#### Records for this task
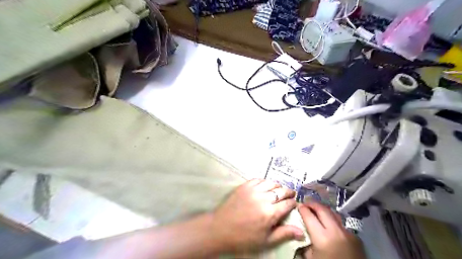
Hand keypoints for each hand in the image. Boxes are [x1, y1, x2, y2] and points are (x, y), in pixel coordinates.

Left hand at [211, 179, 305, 253]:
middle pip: (281, 191)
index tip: (294, 204)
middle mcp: (263, 199)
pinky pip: (258, 179)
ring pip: (271, 183)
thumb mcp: (265, 240)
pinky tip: (266, 186)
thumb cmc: (244, 238)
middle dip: (288, 192)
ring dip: (278, 186)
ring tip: (279, 189)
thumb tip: (302, 232)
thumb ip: (284, 233)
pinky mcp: (244, 186)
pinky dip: (265, 181)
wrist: (220, 229)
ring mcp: (253, 190)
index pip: (287, 204)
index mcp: (270, 213)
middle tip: (290, 194)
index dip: (293, 203)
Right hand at [298, 202, 366, 258]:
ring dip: (323, 210)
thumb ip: (305, 243)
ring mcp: (348, 233)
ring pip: (333, 213)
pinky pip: (341, 224)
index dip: (302, 209)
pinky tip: (329, 225)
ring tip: (316, 210)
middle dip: (312, 204)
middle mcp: (336, 231)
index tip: (298, 205)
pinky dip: (333, 220)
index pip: (309, 216)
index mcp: (322, 238)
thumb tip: (301, 231)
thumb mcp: (311, 258)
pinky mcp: (356, 237)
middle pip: (322, 210)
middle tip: (305, 203)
########
* **Description of the task**
Set down the material exactly, every line of it, except for the pictures.

* **Exercise response**
Hand keypoints for each hand in the image. Boxes are [x1, y1, x2, y2] and points are (x, y), in pixel coordinates.

Left hand at [211, 179, 305, 253]:
middle pip: (281, 191)
index tip: (294, 204)
middle mcp: (263, 199)
pinky pip: (258, 179)
ring pip: (271, 183)
thumb mcp: (265, 240)
pinky tip: (266, 186)
thumb cmc: (244, 238)
middle dip: (288, 192)
ring dip: (278, 186)
ring tip: (279, 189)
thumb tip: (302, 232)
thumb ip: (284, 233)
pinky mcp: (244, 186)
pinky dip: (265, 181)
wrist: (220, 229)
ring mcp: (253, 190)
index pip: (287, 204)
index mcp: (270, 213)
middle tip: (290, 194)
index dip: (293, 203)
Right hand at [298, 202, 366, 258]:
ring dip: (323, 210)
thumb ip: (305, 243)
ring mcp: (348, 233)
ring pip: (333, 213)
pinky pip: (341, 224)
index dip: (302, 209)
pinky tip: (329, 225)
ring tip: (316, 210)
middle dip: (312, 204)
middle mcp: (336, 231)
index tip: (298, 205)
pinky dip: (333, 220)
index pip: (309, 216)
index mcp: (322, 238)
thumb tip: (301, 231)
thumb mcp: (311, 258)
pinky mcp: (356, 237)
middle pip: (322, 210)
middle tip: (305, 203)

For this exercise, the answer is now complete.